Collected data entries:
┌──
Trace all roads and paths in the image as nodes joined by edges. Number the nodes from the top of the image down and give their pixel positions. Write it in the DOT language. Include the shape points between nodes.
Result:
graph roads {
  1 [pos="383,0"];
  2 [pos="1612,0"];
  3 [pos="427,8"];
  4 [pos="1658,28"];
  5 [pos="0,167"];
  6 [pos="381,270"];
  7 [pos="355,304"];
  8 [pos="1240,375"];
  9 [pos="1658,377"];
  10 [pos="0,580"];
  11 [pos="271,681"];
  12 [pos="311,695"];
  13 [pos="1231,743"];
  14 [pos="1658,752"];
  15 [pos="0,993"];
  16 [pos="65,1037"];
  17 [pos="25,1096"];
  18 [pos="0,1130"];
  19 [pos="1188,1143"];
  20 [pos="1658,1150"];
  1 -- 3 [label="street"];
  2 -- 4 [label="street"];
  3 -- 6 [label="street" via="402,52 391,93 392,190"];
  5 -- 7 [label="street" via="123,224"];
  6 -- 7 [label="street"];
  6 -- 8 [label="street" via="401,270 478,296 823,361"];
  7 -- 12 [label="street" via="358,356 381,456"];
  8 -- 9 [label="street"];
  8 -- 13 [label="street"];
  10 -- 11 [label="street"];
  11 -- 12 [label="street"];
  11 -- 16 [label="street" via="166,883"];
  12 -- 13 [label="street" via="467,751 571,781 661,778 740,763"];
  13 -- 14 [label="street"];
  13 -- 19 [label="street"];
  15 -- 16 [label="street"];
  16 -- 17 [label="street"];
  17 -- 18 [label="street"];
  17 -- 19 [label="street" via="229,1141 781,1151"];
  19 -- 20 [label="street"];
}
└──
┌──
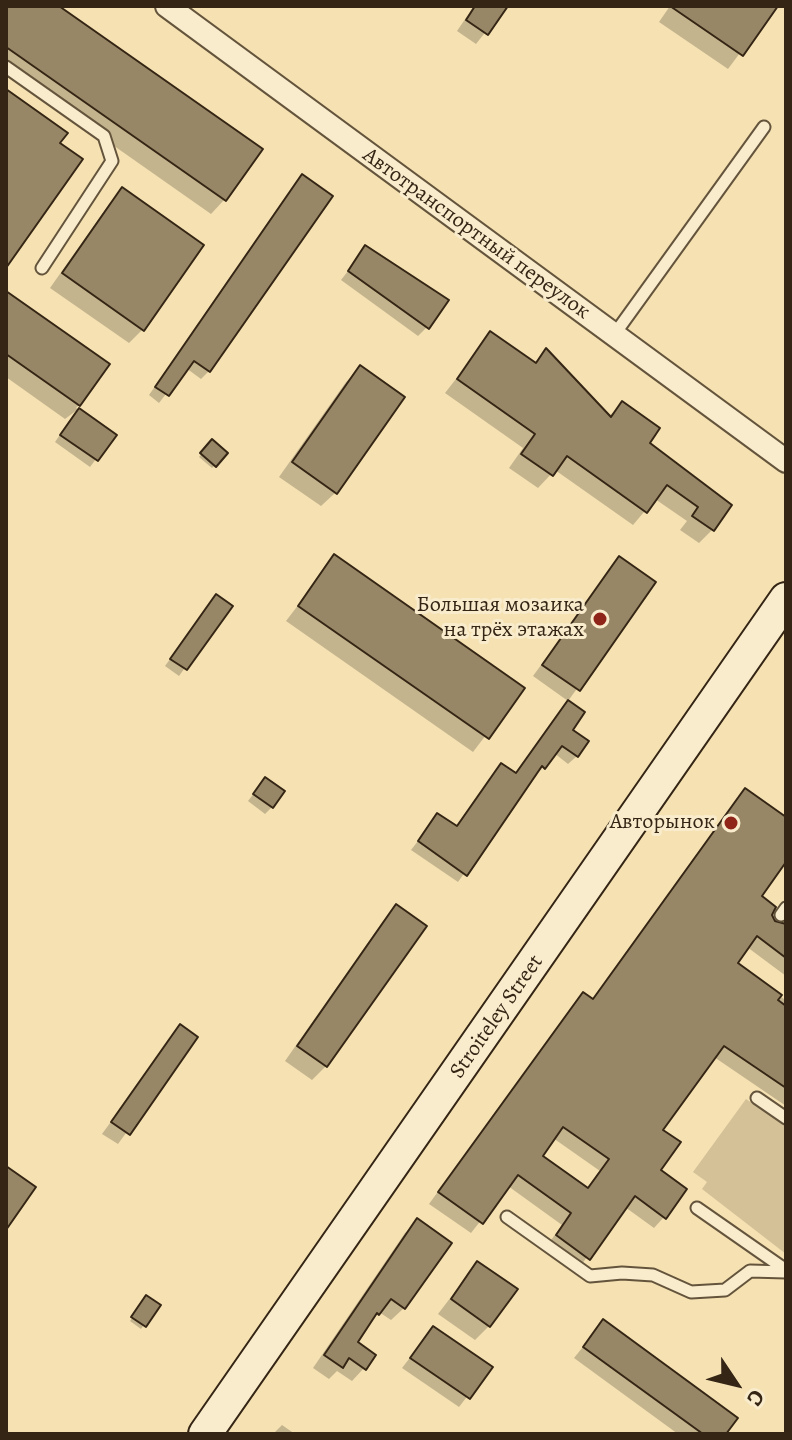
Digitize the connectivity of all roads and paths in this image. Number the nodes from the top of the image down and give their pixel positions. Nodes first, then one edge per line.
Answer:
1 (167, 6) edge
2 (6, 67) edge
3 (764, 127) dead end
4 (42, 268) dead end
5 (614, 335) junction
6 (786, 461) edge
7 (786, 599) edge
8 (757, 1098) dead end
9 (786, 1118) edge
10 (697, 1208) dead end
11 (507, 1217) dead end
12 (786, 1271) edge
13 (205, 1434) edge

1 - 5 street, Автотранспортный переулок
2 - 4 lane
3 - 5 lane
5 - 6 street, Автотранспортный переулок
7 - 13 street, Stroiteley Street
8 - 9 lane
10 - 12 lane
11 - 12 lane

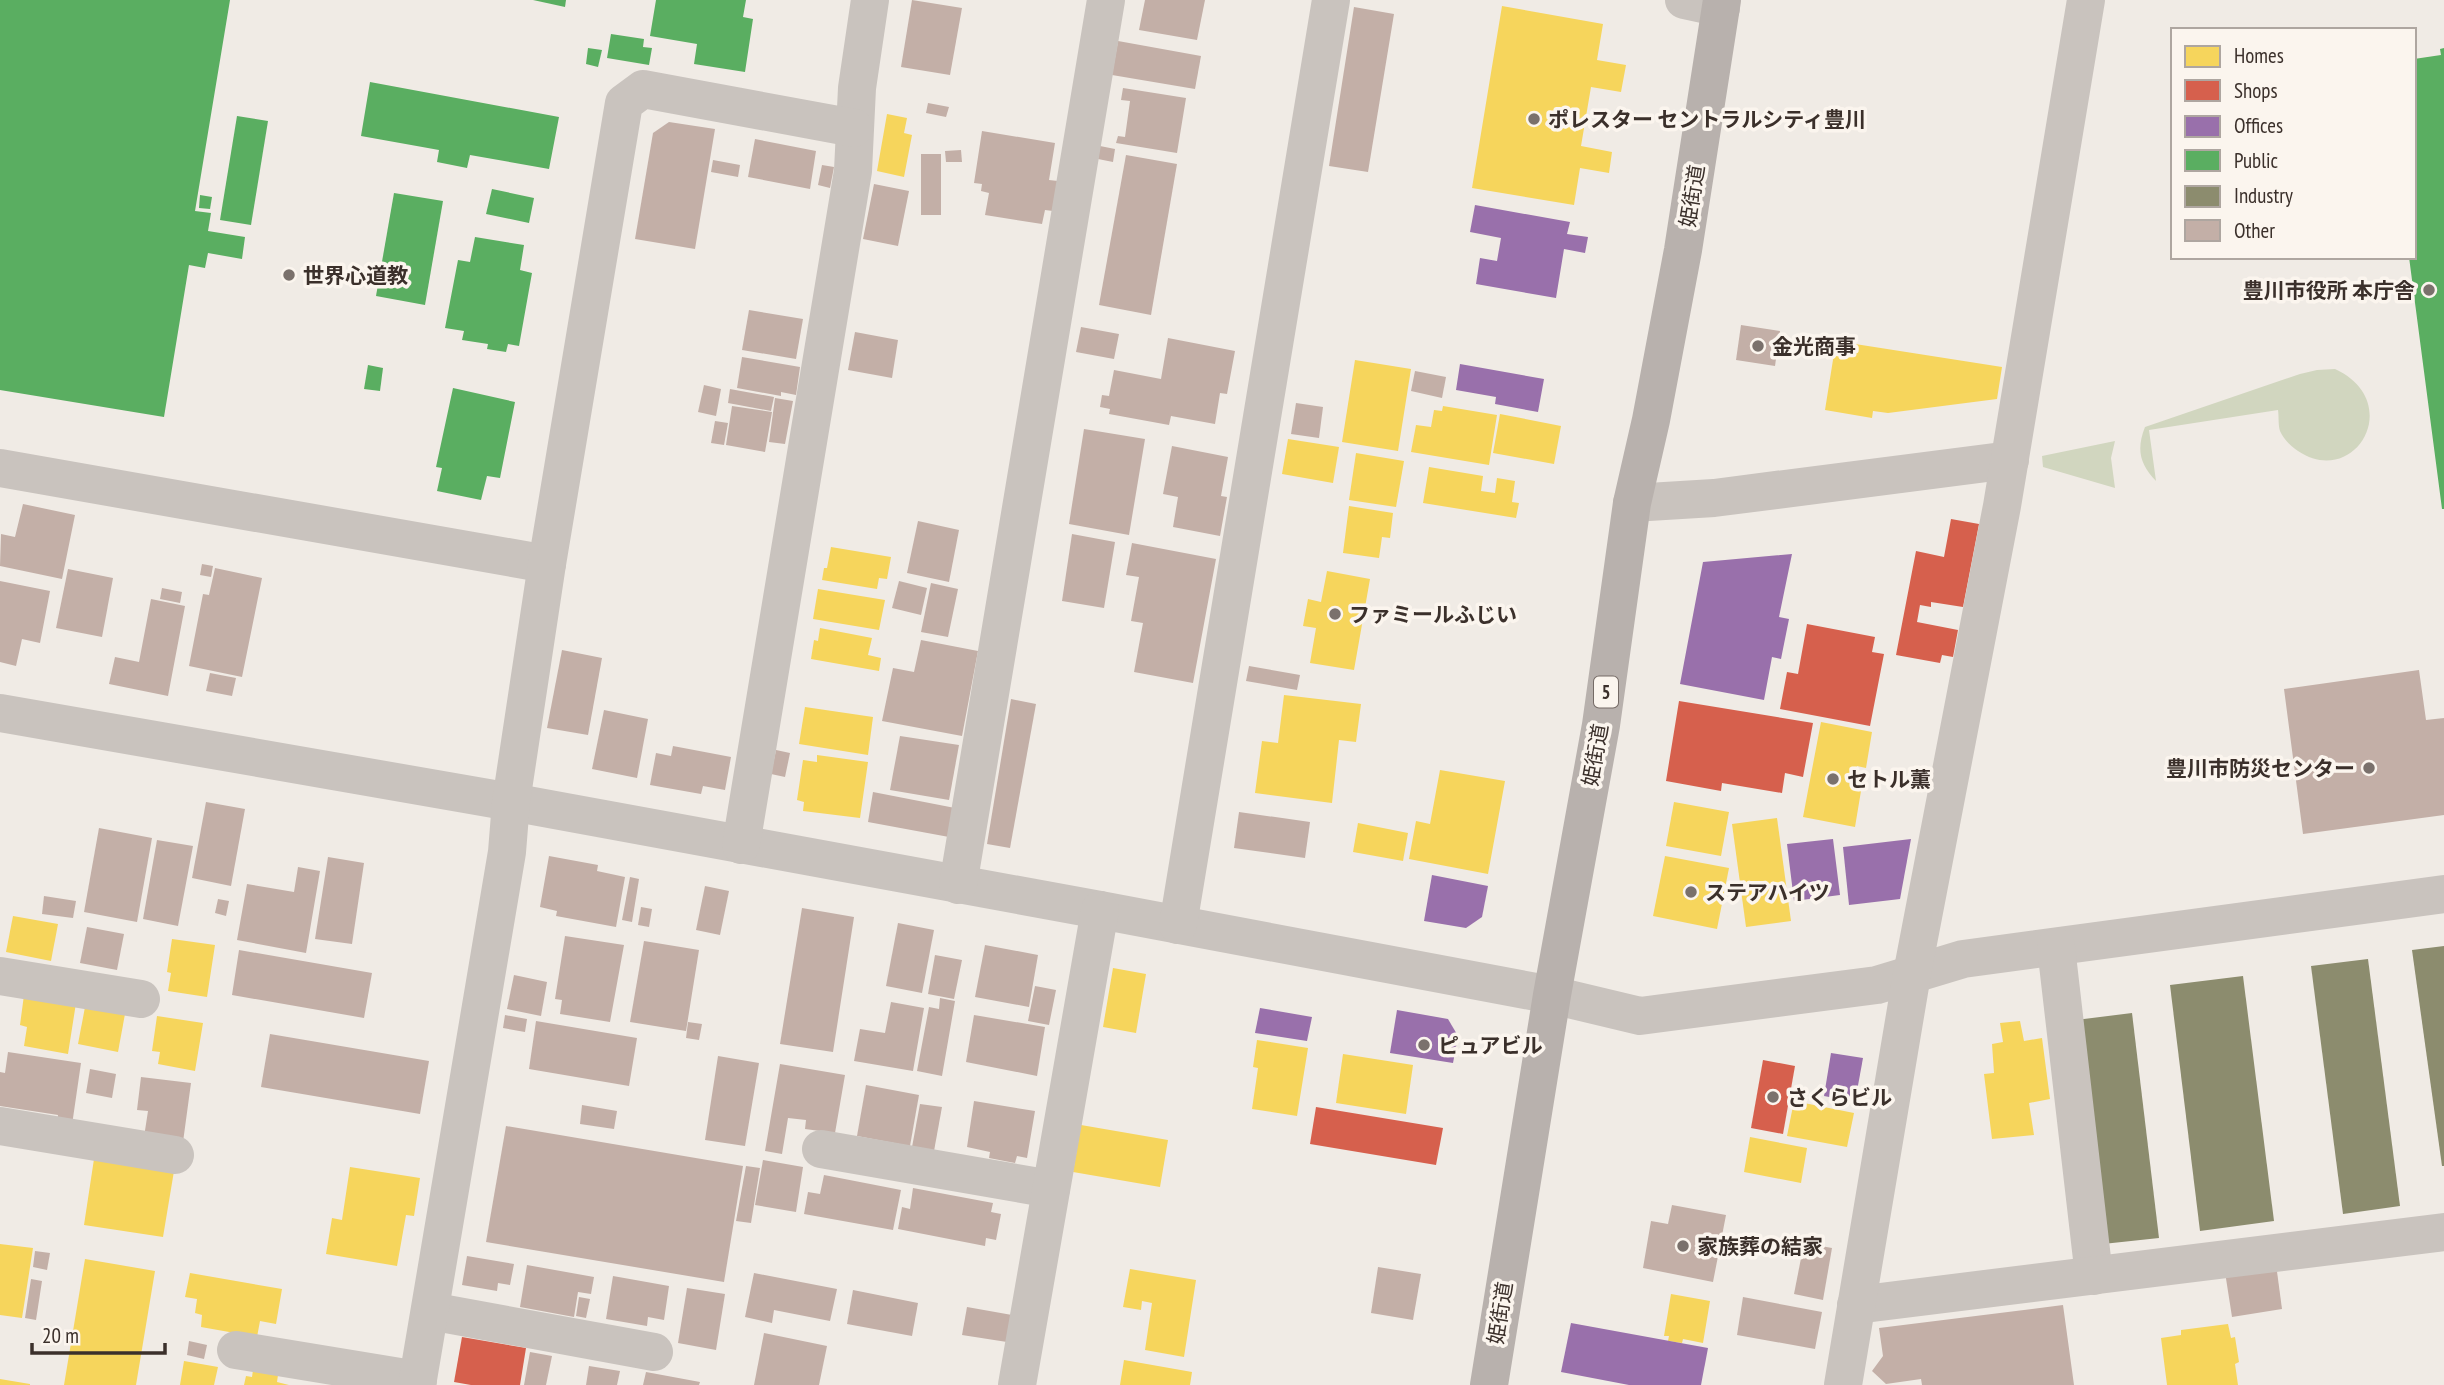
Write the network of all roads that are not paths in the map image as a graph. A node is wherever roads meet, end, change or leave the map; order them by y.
└──
┌──
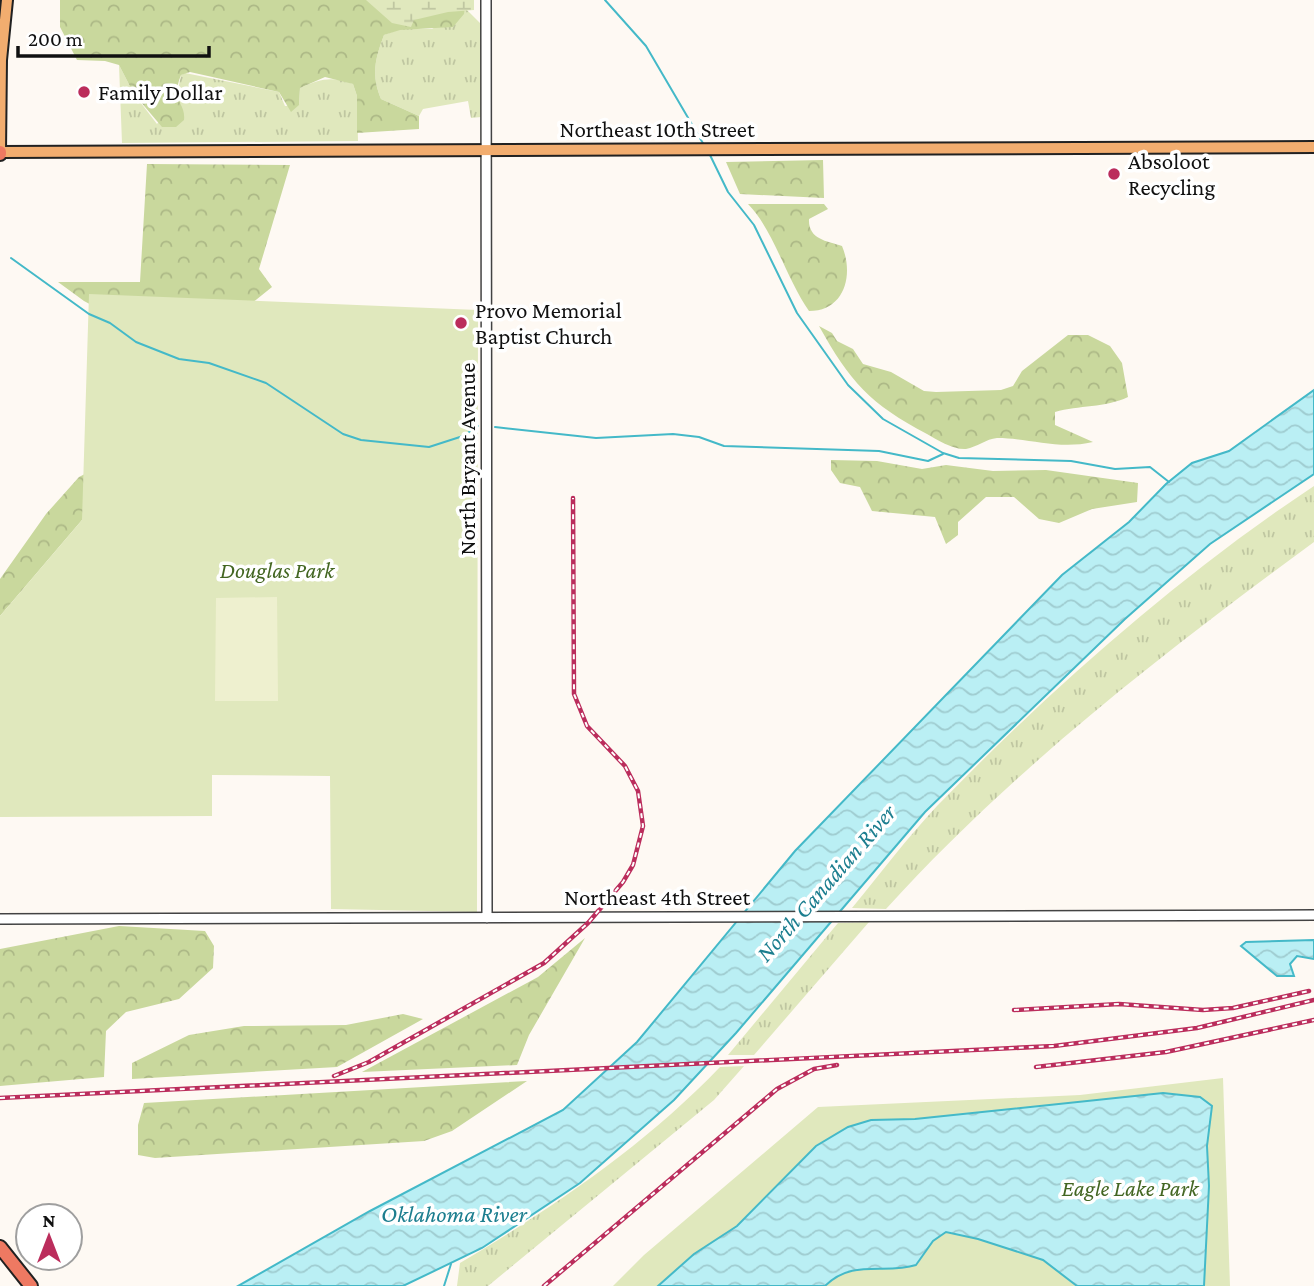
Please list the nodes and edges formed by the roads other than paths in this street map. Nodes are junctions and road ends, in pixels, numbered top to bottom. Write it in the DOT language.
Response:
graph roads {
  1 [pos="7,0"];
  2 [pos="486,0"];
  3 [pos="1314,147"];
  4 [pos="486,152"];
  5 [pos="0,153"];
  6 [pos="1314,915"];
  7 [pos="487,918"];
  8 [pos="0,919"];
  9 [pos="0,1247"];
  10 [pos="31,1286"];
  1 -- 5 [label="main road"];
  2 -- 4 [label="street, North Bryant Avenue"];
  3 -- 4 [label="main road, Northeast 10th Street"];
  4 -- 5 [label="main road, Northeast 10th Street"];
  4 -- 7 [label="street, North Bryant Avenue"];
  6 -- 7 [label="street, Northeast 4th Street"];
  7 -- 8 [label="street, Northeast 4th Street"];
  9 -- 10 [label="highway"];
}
└──
• **Your assignment**: For each line in the entries that contains the string "positions", make a copy.

• **Task result**:
Trace all roads and paths in the image as nodes joined by edges. Number the nodes from the top of the image down and give their pixel positions. Write it in the DOT language. Include the shape points between nodes.
Digitize the connectivity of all roads and paths in this image. Number the nodes from the top of the image down and give their pixel positions. Nodes first, then one edge per line.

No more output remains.